The main span of the bridge in 2015, looking west. The suspended truss is visible at the center of the cantilever arch structures
|Carries||SR 99 (Aurora Avenue North)|
|Locale||Seattle, Washington, U.S.|
|Official name||George Washington Memorial Bridge|
|Maintained by||Washington State DOT|
|Design||Mixed, cantilever and truss|
|Total length||2,945 ft (898 m)|
|Width||70 ft (21 m)|
|Longest span||475 ft (145 m)|
|Clearance below||167 ft (51 m)|
|Opened||February 22, 1932|
|Daily traffic||61,998 (2017)|
Aurora Avenue Bridge
|Location||Aurora Ave., N. over Lake Washington Ship Canal, Seattle, Washington|
|Built by||U.S. Steel Products Corp.|
|Architect||Jacobs & Ober|
|MPS||Historic Bridges/Tunnels in Washington State TR|
|NRHP reference No.||82004230|
|Added to NRHP||July 16, 1982|
The Aurora Bridge (officially called the George Washington Memorial Bridge) is a cantilever and truss bridge in Seattle, Washington, United States. It carries State Route 99 (Aurora Avenue North) over the west end of Seattle's Lake Union and connects Queen Anne and Fremont. The bridge is located just east of the Fremont Cut, which itself is spanned by the Fremont Bridge.

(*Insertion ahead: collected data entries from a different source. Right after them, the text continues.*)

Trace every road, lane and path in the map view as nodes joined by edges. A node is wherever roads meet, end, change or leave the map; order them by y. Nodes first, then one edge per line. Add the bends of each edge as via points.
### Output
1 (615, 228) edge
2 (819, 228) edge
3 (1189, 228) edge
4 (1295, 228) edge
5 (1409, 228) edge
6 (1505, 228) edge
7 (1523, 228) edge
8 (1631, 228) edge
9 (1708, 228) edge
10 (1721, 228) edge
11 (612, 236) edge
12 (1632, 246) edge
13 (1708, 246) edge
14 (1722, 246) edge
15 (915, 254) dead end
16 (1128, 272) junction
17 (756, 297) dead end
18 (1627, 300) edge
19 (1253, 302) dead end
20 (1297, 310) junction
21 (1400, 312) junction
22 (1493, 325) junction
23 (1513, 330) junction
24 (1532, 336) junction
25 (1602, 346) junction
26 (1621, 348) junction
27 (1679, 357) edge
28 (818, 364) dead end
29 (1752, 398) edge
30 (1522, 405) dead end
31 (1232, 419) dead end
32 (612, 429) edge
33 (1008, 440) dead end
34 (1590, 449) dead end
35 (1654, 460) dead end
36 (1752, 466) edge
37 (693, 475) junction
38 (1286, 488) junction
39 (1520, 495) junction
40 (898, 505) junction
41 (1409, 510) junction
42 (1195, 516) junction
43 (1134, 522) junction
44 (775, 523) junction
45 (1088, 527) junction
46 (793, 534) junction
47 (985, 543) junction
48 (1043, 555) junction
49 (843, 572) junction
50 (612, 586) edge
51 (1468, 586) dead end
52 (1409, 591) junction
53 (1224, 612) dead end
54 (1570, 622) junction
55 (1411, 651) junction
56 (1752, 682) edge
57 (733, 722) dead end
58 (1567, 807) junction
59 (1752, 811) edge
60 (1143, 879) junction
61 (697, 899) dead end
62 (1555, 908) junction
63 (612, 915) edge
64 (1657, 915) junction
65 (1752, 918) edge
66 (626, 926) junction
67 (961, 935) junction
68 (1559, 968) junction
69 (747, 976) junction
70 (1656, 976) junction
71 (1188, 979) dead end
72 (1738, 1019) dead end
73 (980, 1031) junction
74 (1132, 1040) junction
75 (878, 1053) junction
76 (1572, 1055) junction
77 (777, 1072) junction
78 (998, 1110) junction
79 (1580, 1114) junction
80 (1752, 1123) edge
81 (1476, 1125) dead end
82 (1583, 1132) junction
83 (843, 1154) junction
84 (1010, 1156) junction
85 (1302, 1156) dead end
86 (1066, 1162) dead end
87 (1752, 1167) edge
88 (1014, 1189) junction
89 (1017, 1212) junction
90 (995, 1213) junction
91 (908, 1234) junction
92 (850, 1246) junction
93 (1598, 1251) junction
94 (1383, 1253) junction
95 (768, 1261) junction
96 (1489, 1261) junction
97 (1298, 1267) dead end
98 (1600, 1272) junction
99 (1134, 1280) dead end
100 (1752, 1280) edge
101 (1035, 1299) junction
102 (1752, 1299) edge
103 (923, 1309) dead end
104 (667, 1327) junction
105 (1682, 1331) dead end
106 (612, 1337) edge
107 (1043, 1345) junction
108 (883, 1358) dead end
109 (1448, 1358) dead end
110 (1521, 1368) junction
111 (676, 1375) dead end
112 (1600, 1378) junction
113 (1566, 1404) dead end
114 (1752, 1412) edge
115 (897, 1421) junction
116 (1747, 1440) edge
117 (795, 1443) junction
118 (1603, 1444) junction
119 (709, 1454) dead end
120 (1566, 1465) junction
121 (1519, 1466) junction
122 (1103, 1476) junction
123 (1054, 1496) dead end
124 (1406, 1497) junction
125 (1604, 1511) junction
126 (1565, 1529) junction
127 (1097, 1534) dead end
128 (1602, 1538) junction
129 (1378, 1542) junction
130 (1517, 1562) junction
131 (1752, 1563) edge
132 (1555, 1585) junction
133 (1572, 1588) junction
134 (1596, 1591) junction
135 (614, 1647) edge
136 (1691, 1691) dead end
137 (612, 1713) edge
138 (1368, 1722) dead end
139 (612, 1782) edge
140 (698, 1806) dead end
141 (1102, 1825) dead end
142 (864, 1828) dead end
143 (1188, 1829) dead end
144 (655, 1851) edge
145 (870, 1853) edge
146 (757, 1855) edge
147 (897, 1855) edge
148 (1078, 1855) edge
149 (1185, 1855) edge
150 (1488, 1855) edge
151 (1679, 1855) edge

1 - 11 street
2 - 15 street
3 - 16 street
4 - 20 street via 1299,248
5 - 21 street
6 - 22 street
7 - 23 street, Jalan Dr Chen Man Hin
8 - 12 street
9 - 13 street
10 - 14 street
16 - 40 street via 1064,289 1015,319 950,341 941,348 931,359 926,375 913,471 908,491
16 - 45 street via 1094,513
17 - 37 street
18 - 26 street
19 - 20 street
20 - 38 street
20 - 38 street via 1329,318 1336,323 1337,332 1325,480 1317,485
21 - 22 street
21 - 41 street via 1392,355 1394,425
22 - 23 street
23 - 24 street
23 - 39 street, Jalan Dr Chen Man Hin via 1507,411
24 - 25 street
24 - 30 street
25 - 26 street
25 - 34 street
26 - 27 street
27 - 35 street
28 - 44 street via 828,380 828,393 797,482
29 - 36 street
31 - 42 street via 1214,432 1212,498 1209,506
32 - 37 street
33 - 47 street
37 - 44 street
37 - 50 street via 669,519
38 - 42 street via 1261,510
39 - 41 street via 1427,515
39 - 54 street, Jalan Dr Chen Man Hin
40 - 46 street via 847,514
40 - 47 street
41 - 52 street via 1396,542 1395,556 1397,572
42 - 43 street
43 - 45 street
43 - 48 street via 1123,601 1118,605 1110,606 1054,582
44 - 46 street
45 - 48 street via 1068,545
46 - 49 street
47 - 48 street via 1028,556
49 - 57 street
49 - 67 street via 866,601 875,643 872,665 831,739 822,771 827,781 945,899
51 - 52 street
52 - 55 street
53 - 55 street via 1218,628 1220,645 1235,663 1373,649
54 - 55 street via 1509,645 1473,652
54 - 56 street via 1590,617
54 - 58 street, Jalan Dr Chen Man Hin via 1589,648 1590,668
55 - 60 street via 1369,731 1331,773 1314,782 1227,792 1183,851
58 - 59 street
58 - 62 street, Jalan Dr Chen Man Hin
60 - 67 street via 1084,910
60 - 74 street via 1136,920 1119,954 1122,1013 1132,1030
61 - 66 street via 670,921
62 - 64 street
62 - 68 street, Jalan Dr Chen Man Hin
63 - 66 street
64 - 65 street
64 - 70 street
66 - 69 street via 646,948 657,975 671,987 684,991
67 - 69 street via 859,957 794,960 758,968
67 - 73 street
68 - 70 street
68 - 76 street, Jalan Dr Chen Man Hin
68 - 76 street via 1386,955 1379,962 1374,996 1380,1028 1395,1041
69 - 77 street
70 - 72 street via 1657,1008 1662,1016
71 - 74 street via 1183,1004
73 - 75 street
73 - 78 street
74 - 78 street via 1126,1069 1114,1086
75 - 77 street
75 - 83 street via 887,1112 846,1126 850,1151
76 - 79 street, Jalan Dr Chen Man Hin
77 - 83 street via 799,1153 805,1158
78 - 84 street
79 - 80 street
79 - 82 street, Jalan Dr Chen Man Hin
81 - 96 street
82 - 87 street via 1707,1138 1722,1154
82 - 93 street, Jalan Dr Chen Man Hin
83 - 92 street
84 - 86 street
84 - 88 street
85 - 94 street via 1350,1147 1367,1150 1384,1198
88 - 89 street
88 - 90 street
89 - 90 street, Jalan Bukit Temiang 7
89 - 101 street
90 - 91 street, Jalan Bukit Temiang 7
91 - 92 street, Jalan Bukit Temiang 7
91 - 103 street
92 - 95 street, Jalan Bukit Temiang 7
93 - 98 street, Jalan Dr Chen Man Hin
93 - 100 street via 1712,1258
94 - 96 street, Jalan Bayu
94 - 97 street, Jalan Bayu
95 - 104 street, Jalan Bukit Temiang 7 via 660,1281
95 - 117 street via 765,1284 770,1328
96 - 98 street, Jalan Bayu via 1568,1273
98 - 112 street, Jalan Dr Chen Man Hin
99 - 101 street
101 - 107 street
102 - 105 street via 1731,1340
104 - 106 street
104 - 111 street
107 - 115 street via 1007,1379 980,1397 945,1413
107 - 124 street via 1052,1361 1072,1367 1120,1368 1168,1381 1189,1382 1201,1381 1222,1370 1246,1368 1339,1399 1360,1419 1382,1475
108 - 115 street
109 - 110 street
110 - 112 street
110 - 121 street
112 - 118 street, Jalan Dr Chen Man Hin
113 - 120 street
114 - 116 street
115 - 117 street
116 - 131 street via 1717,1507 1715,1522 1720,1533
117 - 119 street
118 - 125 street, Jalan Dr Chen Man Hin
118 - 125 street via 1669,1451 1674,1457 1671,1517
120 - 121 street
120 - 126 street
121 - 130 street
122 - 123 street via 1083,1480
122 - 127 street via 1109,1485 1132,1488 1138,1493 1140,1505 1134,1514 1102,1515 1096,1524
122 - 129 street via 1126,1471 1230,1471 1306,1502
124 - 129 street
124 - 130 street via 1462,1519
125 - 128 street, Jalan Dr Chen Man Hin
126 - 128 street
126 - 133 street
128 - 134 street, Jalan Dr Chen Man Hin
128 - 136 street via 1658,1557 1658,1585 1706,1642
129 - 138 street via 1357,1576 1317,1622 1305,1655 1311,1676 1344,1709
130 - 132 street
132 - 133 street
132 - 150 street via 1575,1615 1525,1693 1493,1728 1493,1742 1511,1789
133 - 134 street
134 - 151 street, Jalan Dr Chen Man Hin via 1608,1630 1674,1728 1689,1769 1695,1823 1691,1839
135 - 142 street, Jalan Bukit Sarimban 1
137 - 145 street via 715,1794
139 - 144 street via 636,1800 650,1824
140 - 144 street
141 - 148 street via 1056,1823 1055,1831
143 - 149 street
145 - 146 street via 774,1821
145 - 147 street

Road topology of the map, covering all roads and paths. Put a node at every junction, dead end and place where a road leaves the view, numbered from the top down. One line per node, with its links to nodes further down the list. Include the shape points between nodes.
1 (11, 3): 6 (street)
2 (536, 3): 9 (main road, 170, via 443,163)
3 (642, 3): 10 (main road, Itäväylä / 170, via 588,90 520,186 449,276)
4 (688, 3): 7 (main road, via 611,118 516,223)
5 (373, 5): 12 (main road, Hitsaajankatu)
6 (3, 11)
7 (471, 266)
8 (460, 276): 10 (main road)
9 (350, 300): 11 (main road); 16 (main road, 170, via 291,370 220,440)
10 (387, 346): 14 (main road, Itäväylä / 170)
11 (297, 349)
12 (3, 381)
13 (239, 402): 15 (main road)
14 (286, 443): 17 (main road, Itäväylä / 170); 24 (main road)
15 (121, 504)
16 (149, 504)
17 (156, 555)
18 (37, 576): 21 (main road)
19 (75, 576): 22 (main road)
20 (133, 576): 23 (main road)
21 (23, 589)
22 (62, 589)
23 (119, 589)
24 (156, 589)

The Aurora Bridge is owned and operated by the Washington State Department of Transportation. It is 2,945 ft (898 m) long, 70 ft (21 m) wide, and 167 ft (51 m) above the water. The bridge was opened to traffic on February 22, 1932, the 200th anniversary of the birth of namesake George Washington. It was listed on the National Register of Historic Places in 1982.
The bridge has been the site of numerous fatal incidents over the years. It is a popular location for suicide jumpers and several reports have used the bridge as a case study in fields ranging from suicide prevention to the effects of pre-hospital care on trauma victims. In 1998, a bus driver was shot and killed while driving over the bridge, causing his bus to crash and resulting in the death of one of the passengers. In 2015, five people were killed and fifty were injured when an amphibious duck tour vehicle crashed into a charter bus on the bridge in an incident that also involved two smaller vehicles.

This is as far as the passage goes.